[Source records]
___

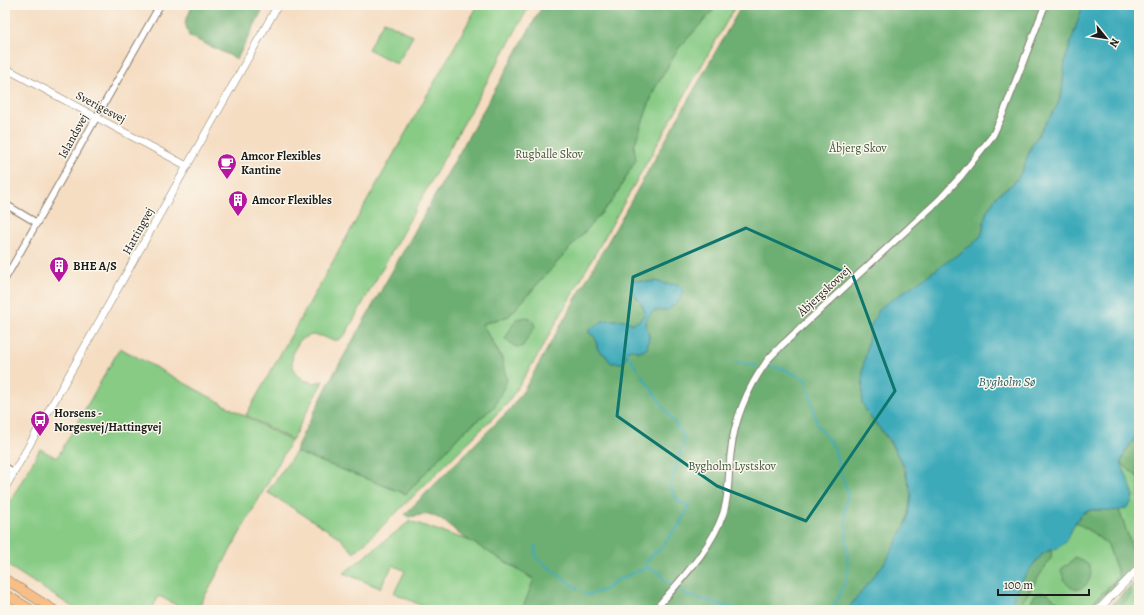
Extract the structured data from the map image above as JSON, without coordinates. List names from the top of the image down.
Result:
{
  "streets": {
    "street": [
      "Sverigesvej",
      "Islandsvej",
      "Hattingvej",
      "Åbjergskovvej"
    ]
  },
  "crossings": [
    ["Sverigesvej", "Islandsvej"],
    ["Sverigesvej", "Hattingvej"]
  ],
  "water": ["Bygholm Sø"],
  "parks": ["Åbjerg Skov", "Rugballe Skov", "Bygholm Lystskov"],
  "places": {
    "cafe": ["Amcor Flexibles Kantine"],
    "building": ["Amcor Flexibles", "BHE A/S"],
    "bus stop": ["Horsens - Norgesvej/Hattingvej"]
  },
  "scale_bar": "100 m",
  "north": "bottom right"
}
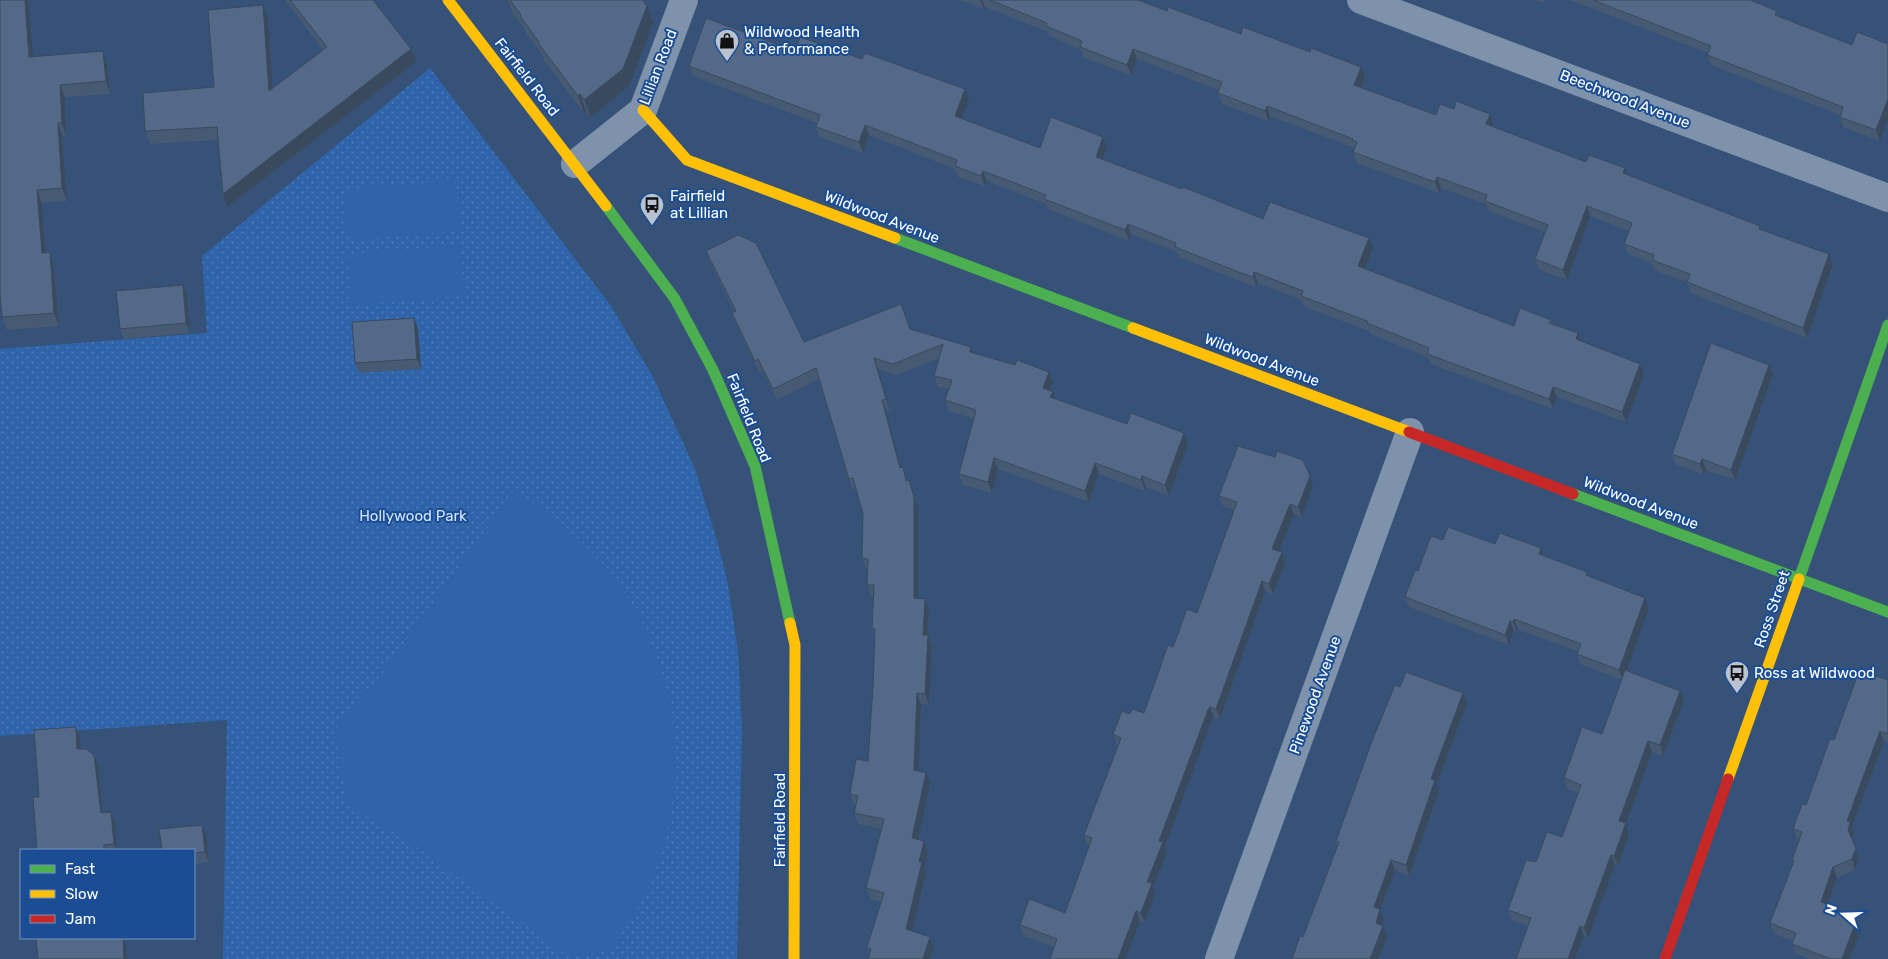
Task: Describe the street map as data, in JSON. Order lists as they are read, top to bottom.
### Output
{
  "streets": {
    "street": [
      "Lillian Road",
      "Fairfield Road",
      "Beechwood Avenue",
      "Wildwood Avenue",
      "Ross Street",
      "Pinewood Avenue"
    ]
  },
  "crossings": [
    ["Lillian Road", "Fairfield Road"],
    ["Lillian Road", "Wildwood Avenue"],
    ["Wildwood Avenue", "Ross Street"],
    ["Wildwood Avenue", "Pinewood Avenue"]
  ],
  "parks": ["Hollywood Park"],
  "places": {
    "shop": ["Wildwood Health & Performance"],
    "bus stop": ["Fairfield at Lillian", "Ross at Wildwood"]
  },
  "legend": ["Fast", "Slow", "Jam"],
  "north": "left"
}
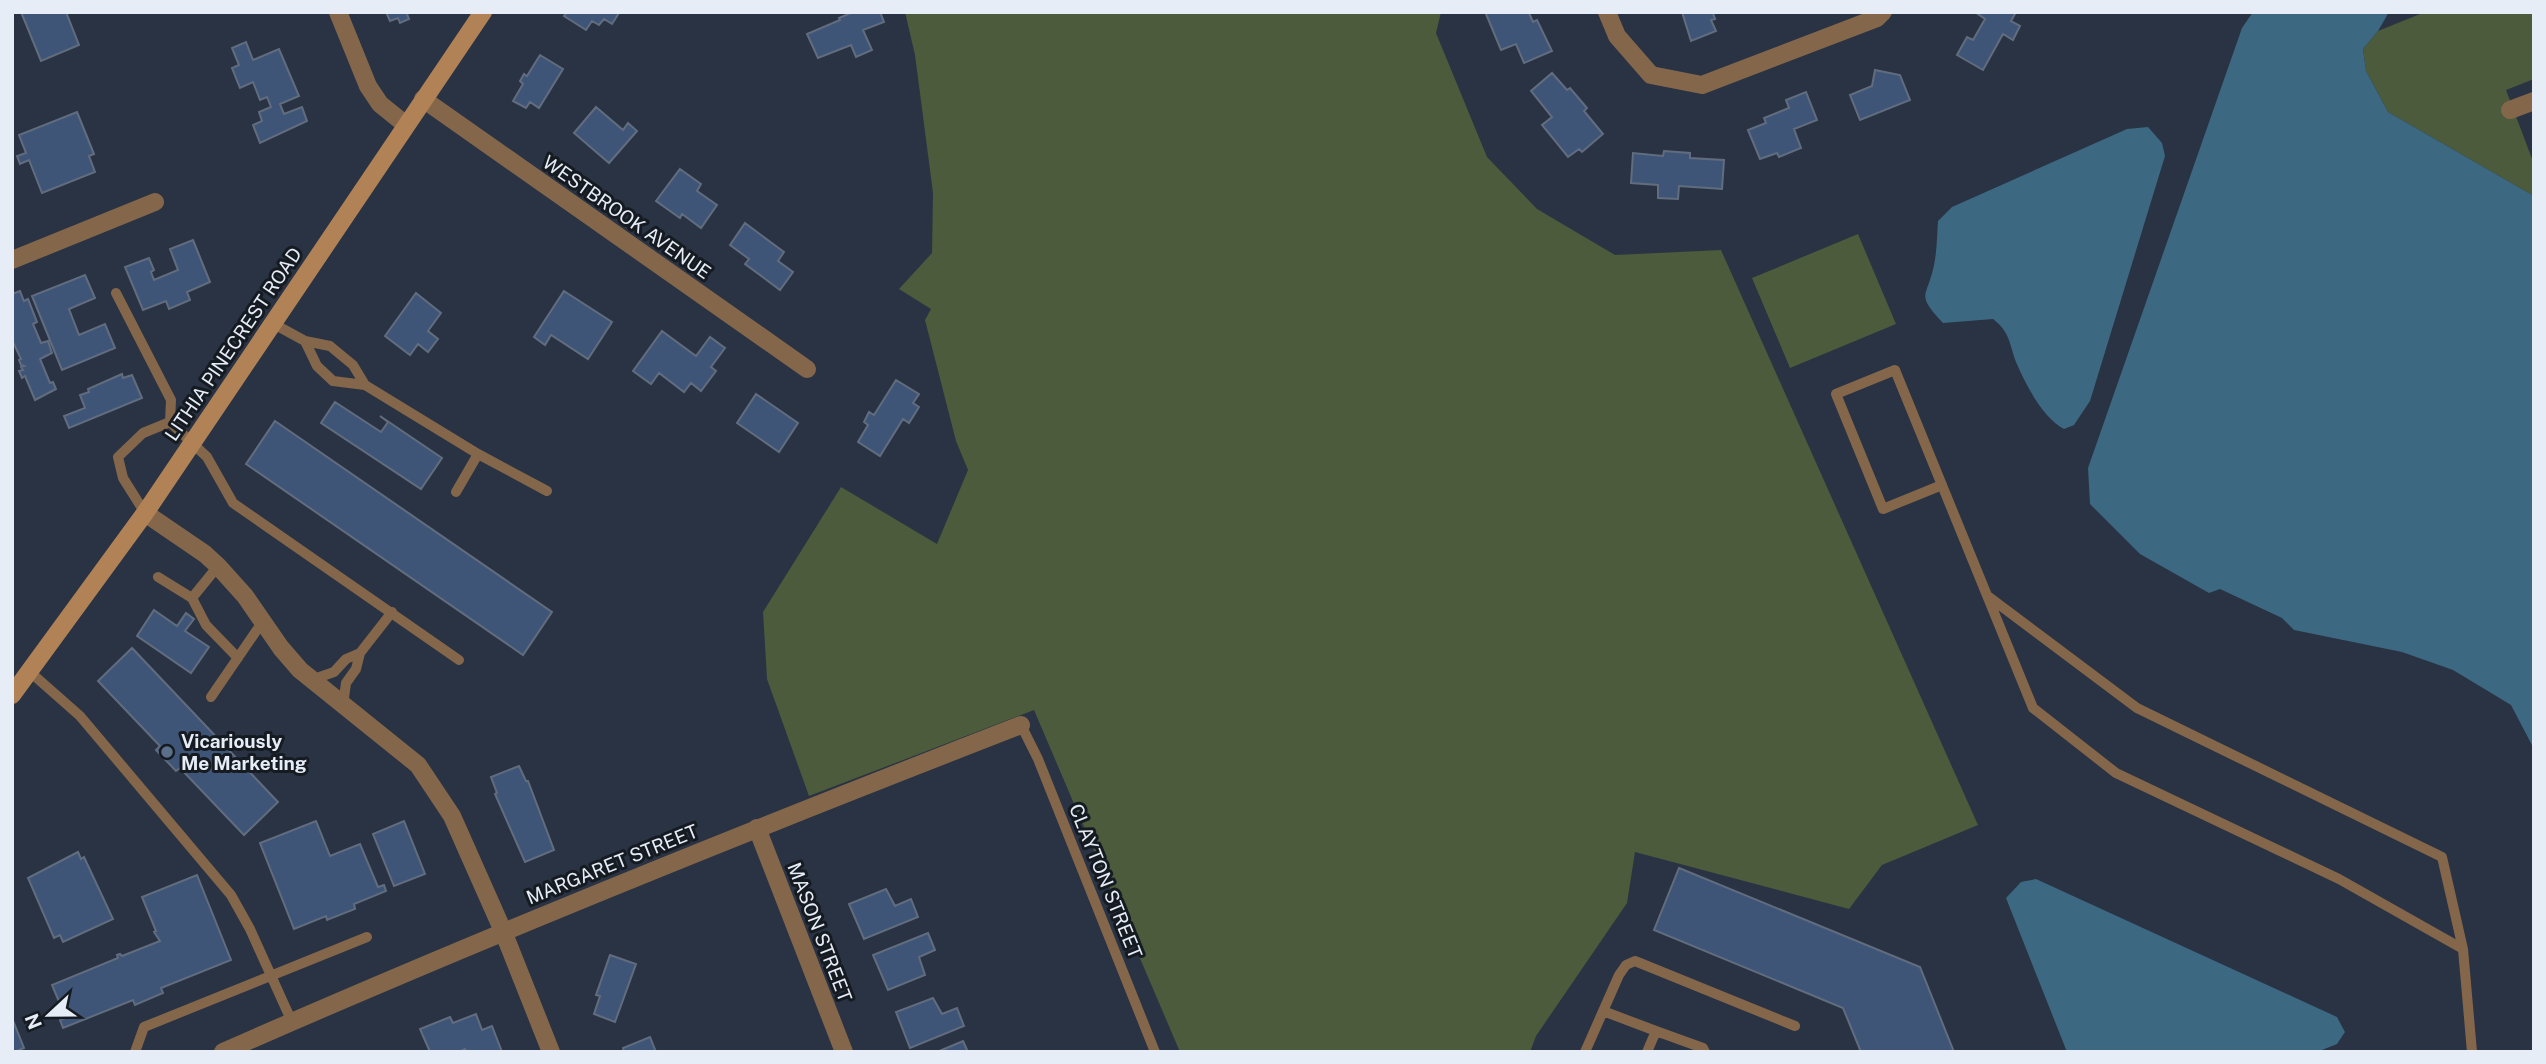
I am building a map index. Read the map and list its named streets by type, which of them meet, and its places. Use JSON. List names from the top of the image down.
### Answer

___

Every entry must be reproduced exactly, with the images left out.

Extract the structured data from the map image above as JSON, without coordinates. List names from the top of the image down.
Result:
{
  "streets": {
    "street": [
      "Sverigesvej",
      "Islandsvej",
      "Hattingvej",
      "Åbjergskovvej"
    ]
  },
  "crossings": [
    ["Sverigesvej", "Islandsvej"],
    ["Sverigesvej", "Hattingvej"]
  ],
  "water": ["Bygholm Sø"],
  "parks": ["Åbjerg Skov", "Rugballe Skov", "Bygholm Lystskov"],
  "places": {
    "cafe": ["Amcor Flexibles Kantine"],
    "building": ["Amcor Flexibles", "BHE A/S"],
    "bus stop": ["Horsens - Norgesvej/Hattingvej"]
  },
  "scale_bar": "100 m",
  "north": "bottom right"
}
Task: Describe the street map as data, in JSON. Order lists as they are read, top to bottom.
### Output
{
  "streets": {
    "street": [
      "Lillian Road",
      "Fairfield Road",
      "Beechwood Avenue",
      "Wildwood Avenue",
      "Ross Street",
      "Pinewood Avenue"
    ]
  },
  "crossings": [
    ["Lillian Road", "Fairfield Road"],
    ["Lillian Road", "Wildwood Avenue"],
    ["Wildwood Avenue", "Ross Street"],
    ["Wildwood Avenue", "Pinewood Avenue"]
  ],
  "parks": ["Hollywood Park"],
  "places": {
    "shop": ["Wildwood Health & Performance"],
    "bus stop": ["Fairfield at Lillian", "Ross at Wildwood"]
  },
  "legend": ["Fast", "Slow", "Jam"],
  "north": "left"
}
I am building a map index. Read the map and list its named streets by type, which of them meet, and its places. Use JSON. List names from the top of the image down.
### Answer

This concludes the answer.